▶ _Your goal_
Determine how many lines of the data below contain "highway", then give only that number.

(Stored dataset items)
● ● ● ● ● ● ●

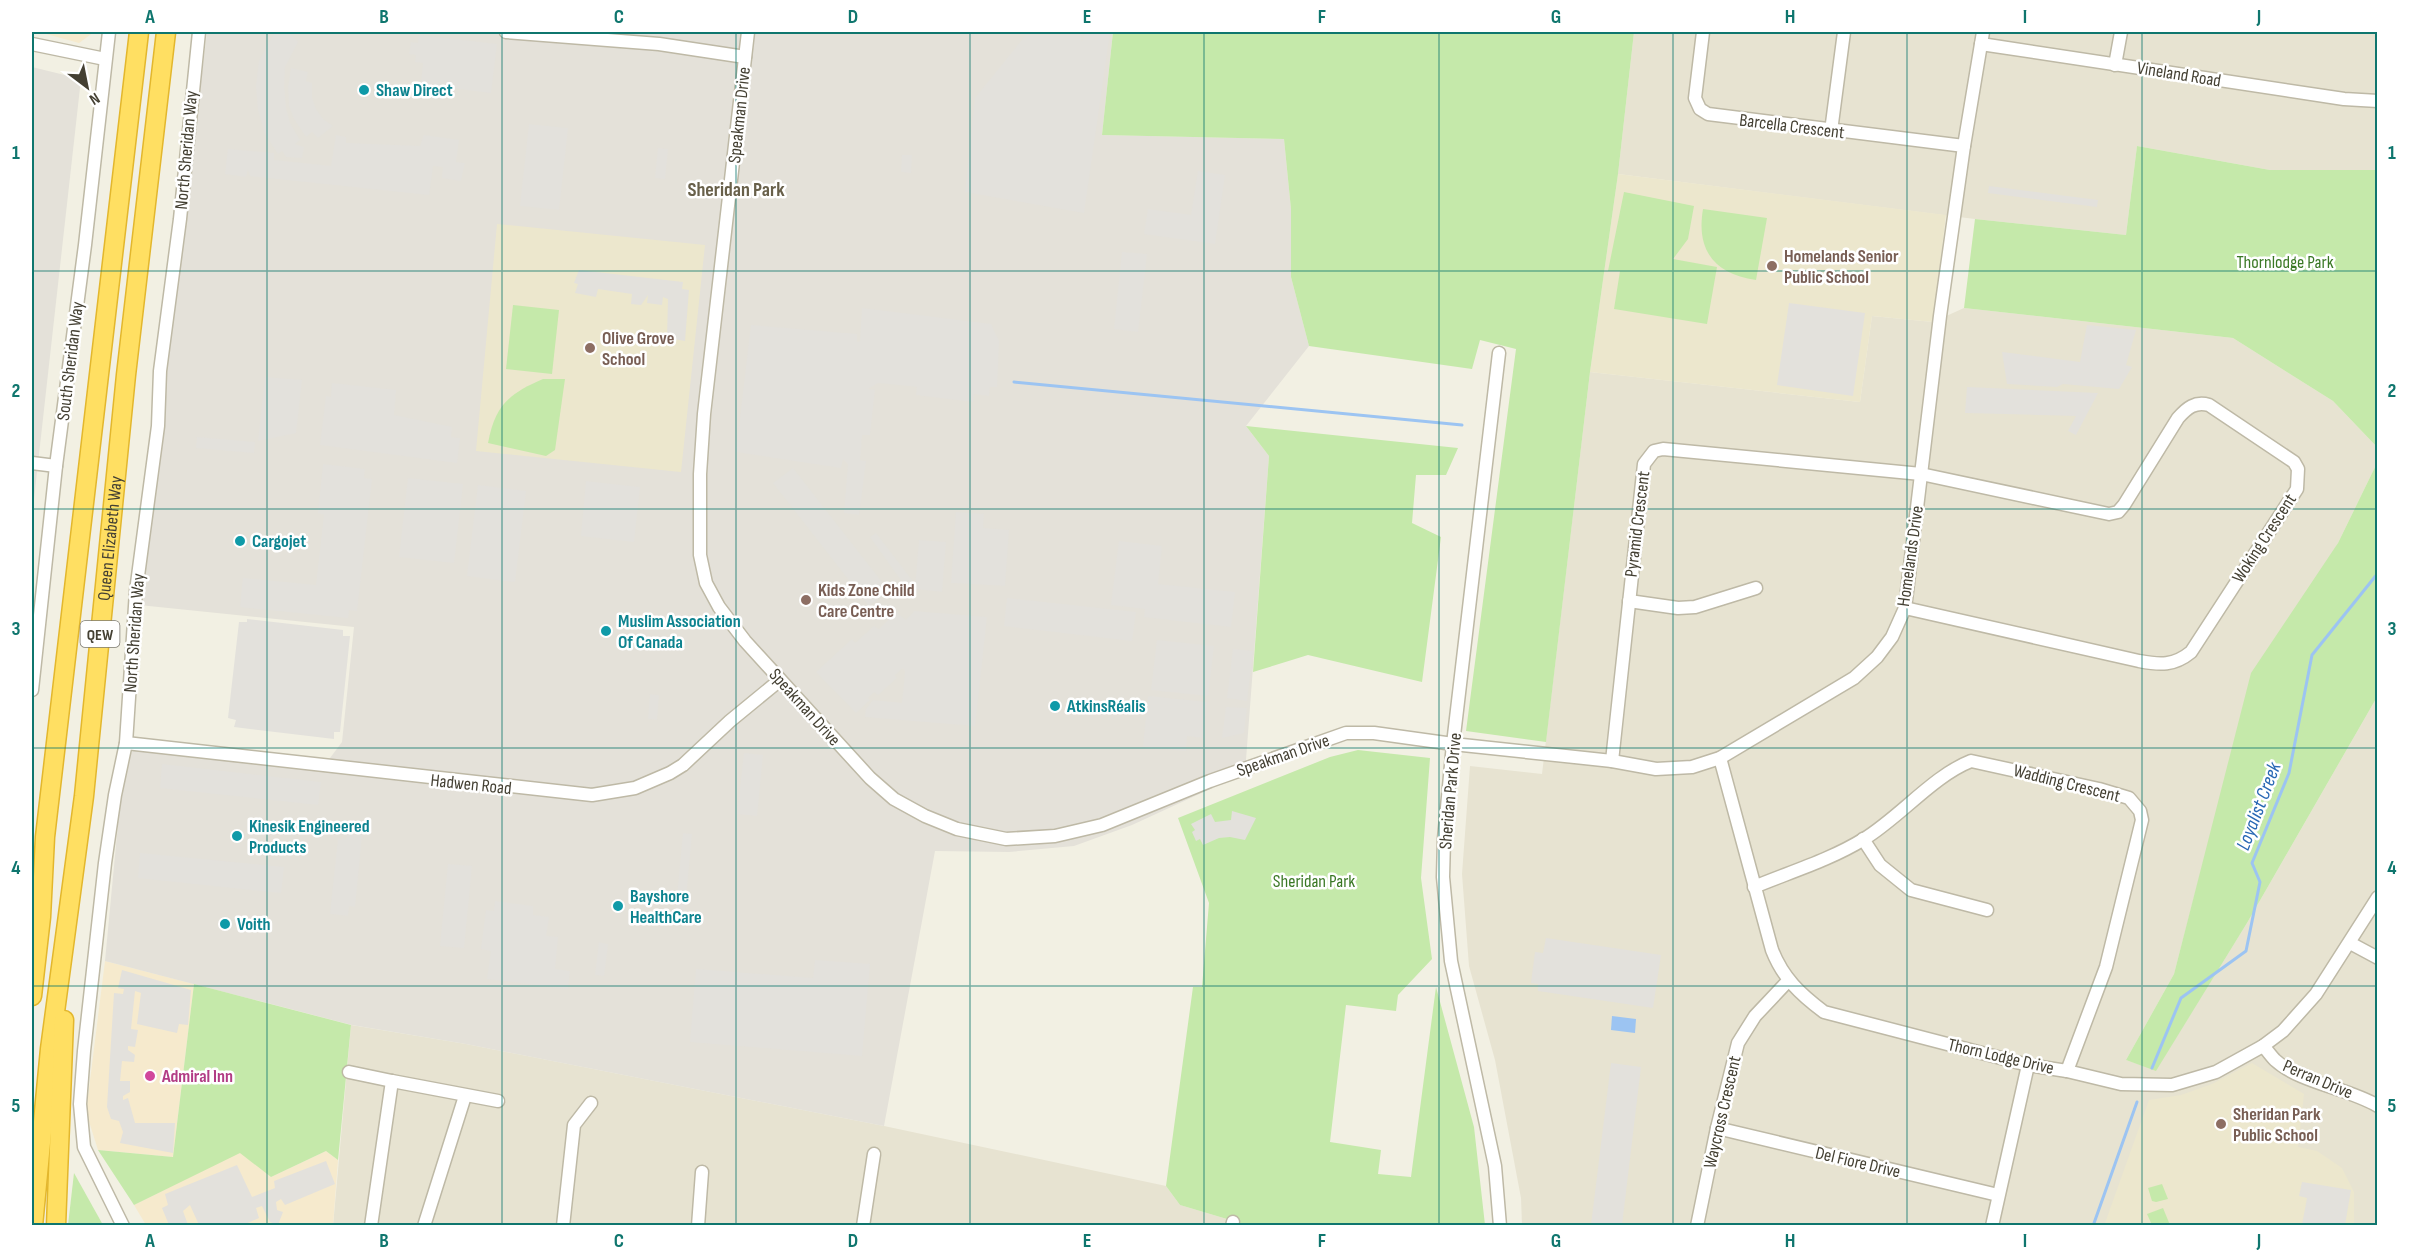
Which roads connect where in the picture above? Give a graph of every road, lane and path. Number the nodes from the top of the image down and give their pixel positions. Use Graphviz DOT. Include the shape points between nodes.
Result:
graph roads {
  1 [pos="109,32"];
  2 [pos="139,32"];
  3 [pos="166,32"];
  4 [pos="199,32"];
  5 [pos="506,32"];
  6 [pos="748,32"];
  7 [pos="1704,32"];
  8 [pos="1844,32"];
  9 [pos="2121,32"];
  10 [pos="1982,38"];
  11 [pos="32,44"];
  12 [pos="746,57"];
  13 [pos="105,59"];
  14 [pos="2115,65"];
  15 [pos="2378,101"];
  16 [pos="1832,131"];
  17 [pos="1964,146"];
  18 [pos="1499,353"];
  19 [pos="32,463"];
  20 [pos="56,466"];
  21 [pos="1921,474"];
  22 [pos="1756,588"];
  23 [pos="1629,601"];
  24 [pos="1905,608"];
  25 [pos="780,680"];
  26 [pos="32,690"];
  27 [pos="126,743"];
  28 [pos="1453,744"];
  29 [pos="1720,759"];
  30 [pos="1612,761"];
  31 [pos="45,837"];
  32 [pos="1863,839"];
  33 [pos="32,869"];
  34 [pos="1754,887"];
  35 [pos="70,892"];
  36 [pos="2378,897"];
  37 [pos="1987,910"];
  38 [pos="2350,943"];
  39 [pos="2378,958"];
  40 [pos="1788,981"];
  41 [pos="32,996"];
  42 [pos="2264,1046"];
  43 [pos="2028,1065"];
  44 [pos="2067,1071"];
  45 [pos="349,1072"];
  46 [pos="392,1081"];
  47 [pos="465,1096"];
  48 [pos="498,1101"];
  49 [pos="591,1103"];
  50 [pos="2378,1106"];
  51 [pos="1717,1128"];
  52 [pos="873,1154"];
  53 [pos="702,1172"];
  54 [pos="1998,1195"];
  55 [pos="33,1226"];
  56 [pos="56,1226"];
  57 [pos="123,1226"];
  58 [pos="371,1226"];
  59 [pos="424,1226"];
  60 [pos="563,1226"];
  61 [pos="698,1226"];
  62 [pos="863,1226"];
  63 [pos="1500,1226"];
  64 [pos="1697,1226"];
  65 [pos="1992,1226"];
  1 -- 13 [label="street, South Sheridan Way"];
  2 -- 31 [label="highway, Queen Elizabeth Way / QEW"];
  3 -- 35 [label="highway, Queen Elizabeth Way / QEW" via="126,375 84,796"];
  4 -- 27 [label="street, North Sheridan Way" via="160,371 158,426 136,591"];
  5 -- 12 [label="street" via="659,44"];
  6 -- 12 [label="street, Speakman Drive"];
  7 -- 16 [label="street, Barcella Crescent" via="1695,98 1700,109 1708,114"];
  8 -- 16 [label="street"];
  9 -- 14 [label="street"];
  10 -- 14 [label="street, Vineland Road"];
  10 -- 17 [label="street, Homelands Drive"];
  11 -- 13 [label="street"];
  12 -- 25 [label="street, Speakman Drive" via="704,414 700,555 706,583 719,607"];
  13 -- 20 [label="street, South Sheridan Way"];
  14 -- 15 [label="street, Vineland Road"];
  16 -- 17 [label="street, Barcella Crescent"];
  17 -- 21 [label="street, Homelands Drive"];
  18 -- 28 [label="street, Sheridan Park Drive"];
  19 -- 20 [label="street"];
  20 -- 26 [label="street, South Sheridan Way"];
  21 -- 23 [label="street, Pyramid Crescent" via="1663,448 1654,451 1644,464"];
  21 -- 24 [label="street, Homelands Drive"];
  21 -- 24 [label="street, Woking Crescent" via="2109,514 2118,512 2178,418 2187,408 2201,403 2294,462 2299,479 2297,489 2191,652 2171,664 2150,663"];
  22 -- 23 [label="street" via="1695,607"];
  23 -- 30 [label="street, Pyramid Crescent"];
  24 -- 29 [label="street, Homelands Drive" via="1892,637 1854,678"];
  25 -- 27 [label="street, Hadwen Road" via="670,773 634,789 592,795"];
  25 -- 28 [label="street, Speakman Drive" via="860,768 894,799 957,828 1006,840 1054,836 1102,825 1210,781 1346,734 1374,733"];
  27 -- 57 [label="street, North Sheridan Way" via="105,863 80,1104 84,1148"];
  28 -- 30 [label="street, Homelands Drive"];
  28 -- 63 [label="street, Sheridan Park Drive" via="1443,878 1450,961 1495,1166"];
  29 -- 30 [label="street, Homelands Drive" via="1692,767 1656,769"];
  29 -- 34 [label="street, Thorn Lodge Drive"];
  31 -- 33 [label="highway"];
  31 -- 41 [label="highway, Queen Elizabeth Way / QEW"];
  32 -- 34 [label="street, Wadding Crescent"];
  32 -- 37 [label="street" via="1880,865 1911,890"];
  32 -- 44 [label="street, Wadding Crescent" via="1947,774 1971,761 2099,789 2134,803 2142,820 2106,967"];
  34 -- 40 [label="street, Thorn Lodge Drive" via="1772,950"];
  35 -- 55 [label="highway, Queen Elizabeth Way / QEW"];
  35 -- 56 [label="highway"];
  36 -- 38 [label="street, Thorn Lodge Drive"];
  38 -- 39 [label="street"];
  38 -- 42 [label="street, Thorn Lodge Drive" via="2301,1013"];
  40 -- 43 [label="street, Thorn Lodge Drive" via="1824,1012"];
  40 -- 51 [label="street, Waycross Crescent" via="1755,1016 1738,1043"];
  42 -- 44 [label="street, Thorn Lodge Drive" via="2216,1072 2172,1085 2121,1084"];
  42 -- 50 [label="street, Perran Drive" via="2289,1069"];
  43 -- 44 [label="street, Thorn Lodge Drive"];
  43 -- 54 [label="street"];
  45 -- 46 [label="street"];
  46 -- 47 [label="street"];
  46 -- 58 [label="street"];
  47 -- 48 [label="street"];
  47 -- 59 [label="street"];
  49 -- 60 [label="street" via="574,1125"];
  51 -- 54 [label="street, Del Fiore Drive"];
  51 -- 64 [label="street, Waycross Crescent"];
  52 -- 62 [label="street"];
  53 -- 61 [label="street"];
  54 -- 65 [label="street"];
}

● ● ● ● ● ● ●

▶ _Task solution_
6